#### INSTRUCTIONS FOR THE TASK
The answer should match the entries below word for word, minus their pictures.

── DATA SUPPLIED ──

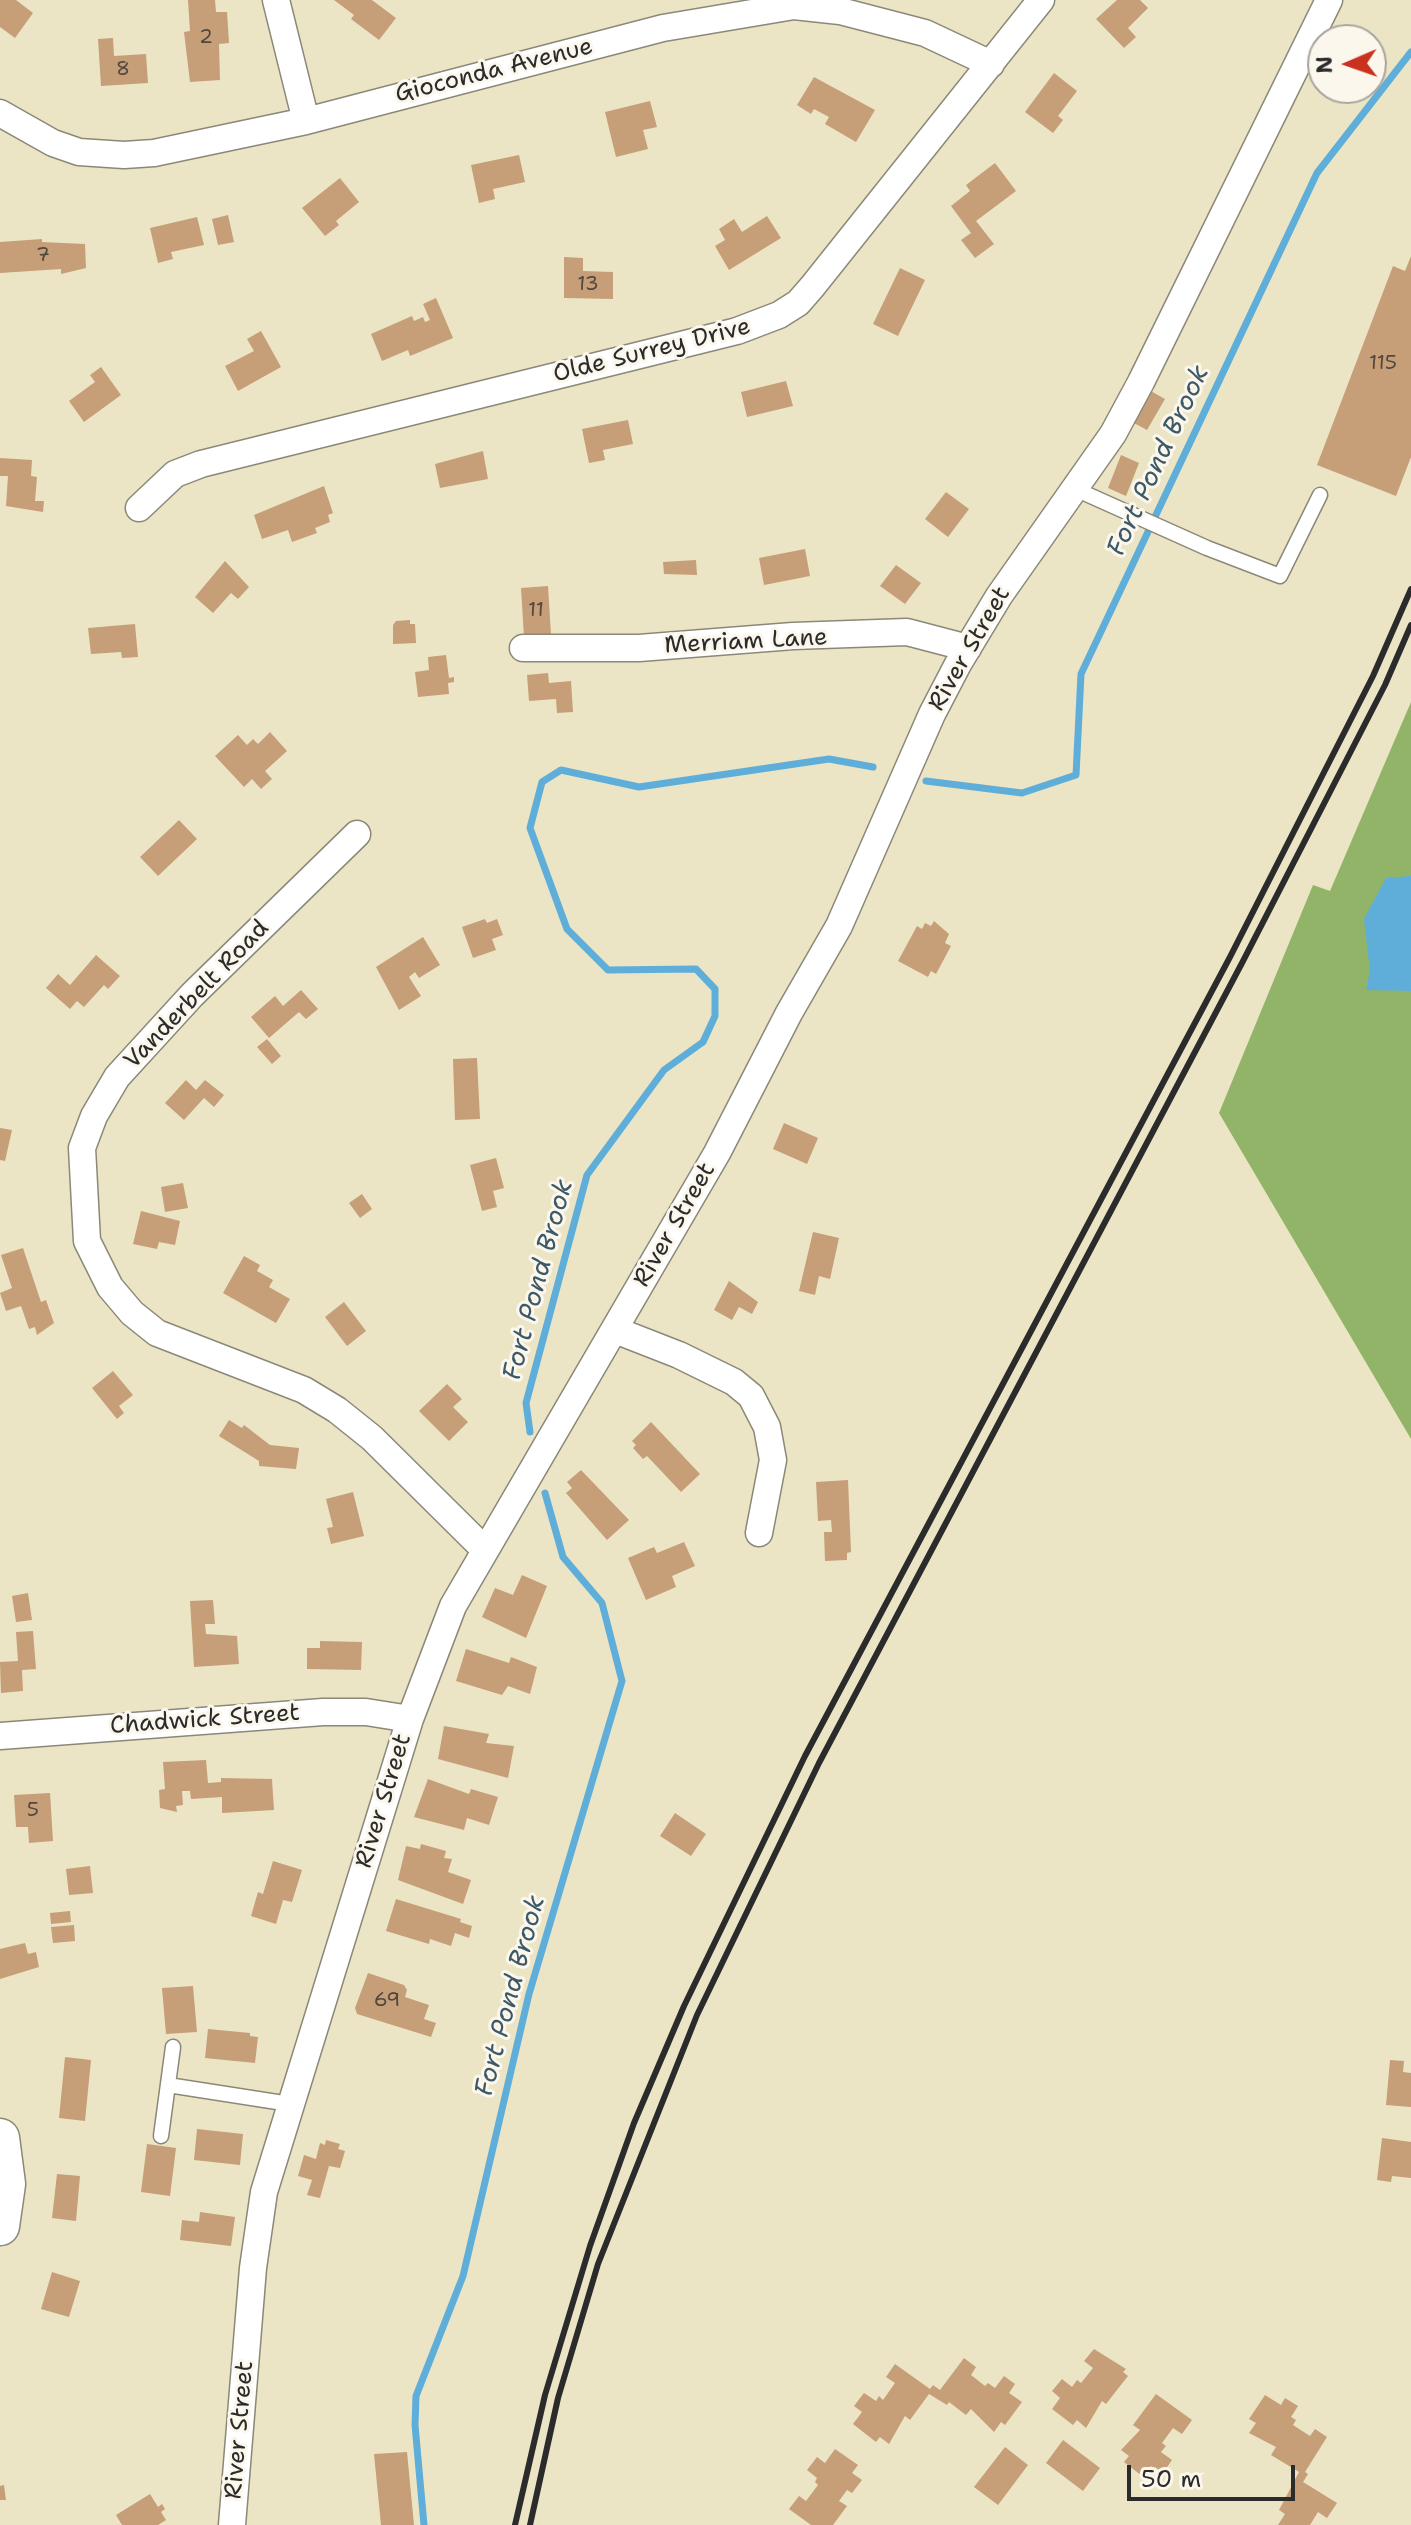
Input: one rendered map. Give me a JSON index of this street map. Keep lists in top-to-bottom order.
{
  "streets": {
    "street": [
      "Gioconda Avenue",
      "Olde Surrey Drive",
      "Merriam Lane",
      "River Street",
      "Vanderbelt Road",
      "Chadwick Street"
    ]
  },
  "crossings": [
    ["Gioconda Avenue", "Olde Surrey Drive"],
    ["Merriam Lane", "River Street"],
    ["River Street", "Vanderbelt Road"],
    ["River Street", "Chadwick Street"]
  ],
  "water": ["Fort Pond Brook"],
  "house_numbers": [
    "2",
    "8",
    "7",
    "13",
    "115",
    "11",
    "5",
    "69"
  ],
  "scale_bar": "50 m",
  "north": "left"
}
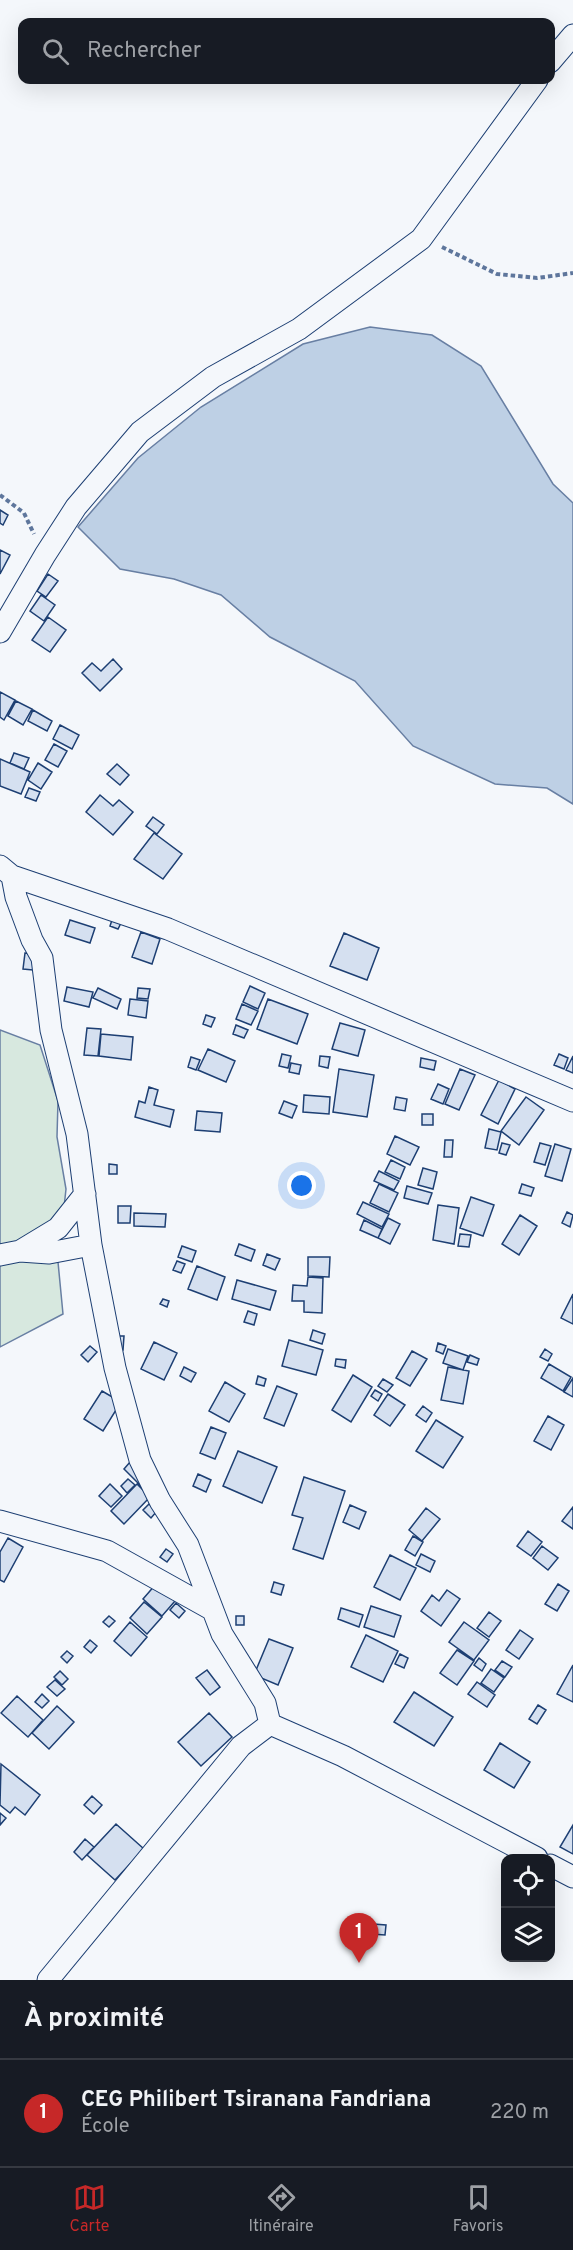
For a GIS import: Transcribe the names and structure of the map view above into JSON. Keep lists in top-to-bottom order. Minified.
{"page":{"search":"Rechercher","pins":"1","heading":"À proximité","list":[{"mark":"1","name":"CEG Philibert Tsiranana Fandriana","note":"École","value":"220 m"}],"nav":["Carte","Itinéraire","Favoris"]}}
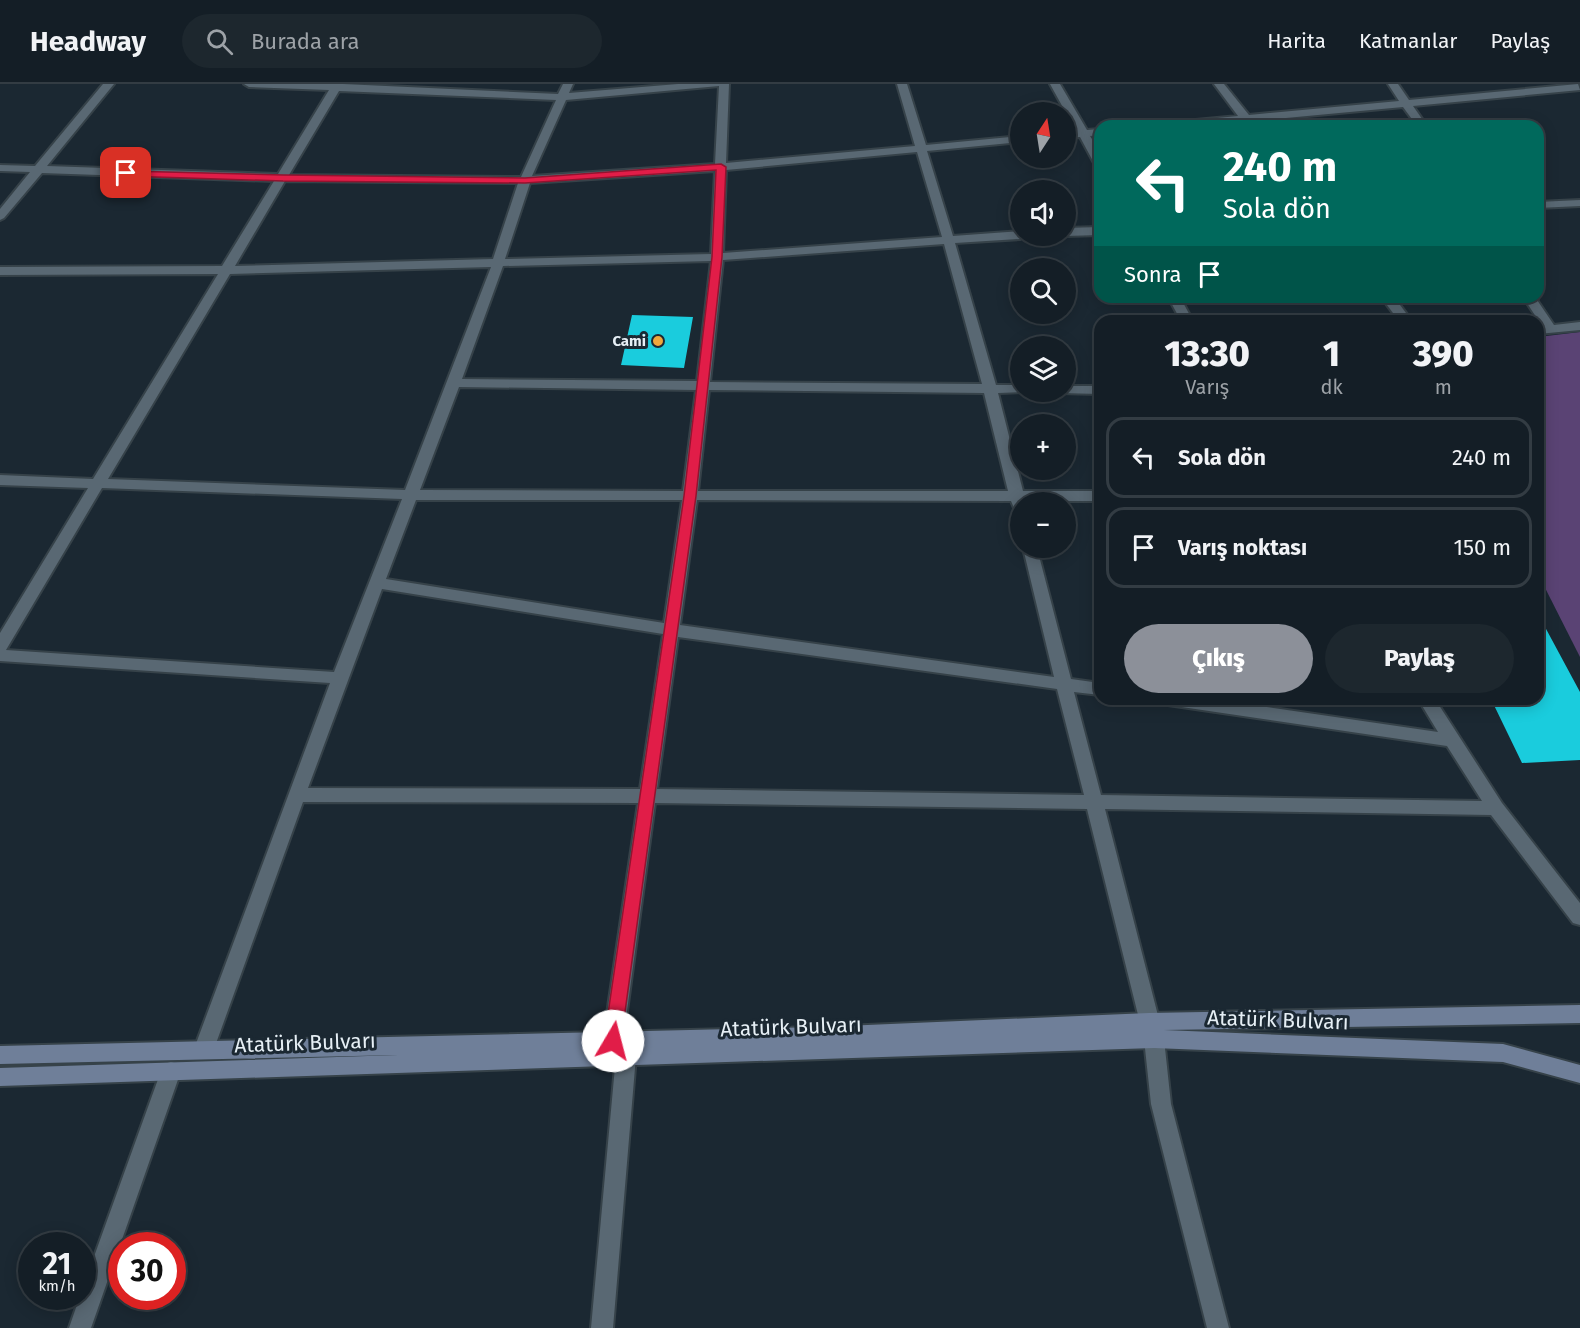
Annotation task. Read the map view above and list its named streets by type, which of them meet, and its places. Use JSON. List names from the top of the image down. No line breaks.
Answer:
{"streets":{"main road":["Atatürk Bulvarı"]},"places":["Cami"],"north":"top","page":{"header":"Headway","search":"Burada ara","nav":["Harita","Katmanlar","Paylaş"],"map_buttons":["+","−"],"turn":["240 m","Sola dön"],"then":"Sonra","eta":["13:30","Varış","1","dk","390","m"],"list":[{"name":"Sola dön","value":"240 m"},{"name":"Varış noktası","value":"150 m"}],"buttons":["Çıkış","Paylaş"],"speed":"21 km/h","limit":"30"}}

───

#### TASK RESPONSE
Input: one rendered map. Give me a JSON index of this street map. Keep lists in top-to-bottom order.
{
  "streets": {
    "street": [
      "Gioconda Avenue",
      "Olde Surrey Drive",
      "Merriam Lane",
      "River Street",
      "Vanderbelt Road",
      "Chadwick Street"
    ]
  },
  "crossings": [
    ["Gioconda Avenue", "Olde Surrey Drive"],
    ["Merriam Lane", "River Street"],
    ["River Street", "Vanderbelt Road"],
    ["River Street", "Chadwick Street"]
  ],
  "water": ["Fort Pond Brook"],
  "house_numbers": [
    "2",
    "8",
    "7",
    "13",
    "115",
    "11",
    "5",
    "69"
  ],
  "scale_bar": "50 m",
  "north": "left"
}
For a GIS import: Transcribe the names and structure of the map view above into JSON. Keep lists in top-to-bottom order. Minified.
{"page":{"search":"Rechercher","pins":"1","heading":"À proximité","list":[{"mark":"1","name":"CEG Philibert Tsiranana Fandriana","note":"École","value":"220 m"}],"nav":["Carte","Itinéraire","Favoris"]}}
Annotation task. Read the map view above and list its named streets by type, which of them meet, and its places. Use JSON. List names from the top of the image down. No line breaks.
Answer:
{"streets":{"main road":["Atatürk Bulvarı"]},"places":["Cami"],"north":"top","page":{"header":"Headway","search":"Burada ara","nav":["Harita","Katmanlar","Paylaş"],"map_buttons":["+","−"],"turn":["240 m","Sola dön"],"then":"Sonra","eta":["13:30","Varış","1","dk","390","m"],"list":[{"name":"Sola dön","value":"240 m"},{"name":"Varış noktası","value":"150 m"}],"buttons":["Çıkış","Paylaş"],"speed":"21 km/h","limit":"30"}}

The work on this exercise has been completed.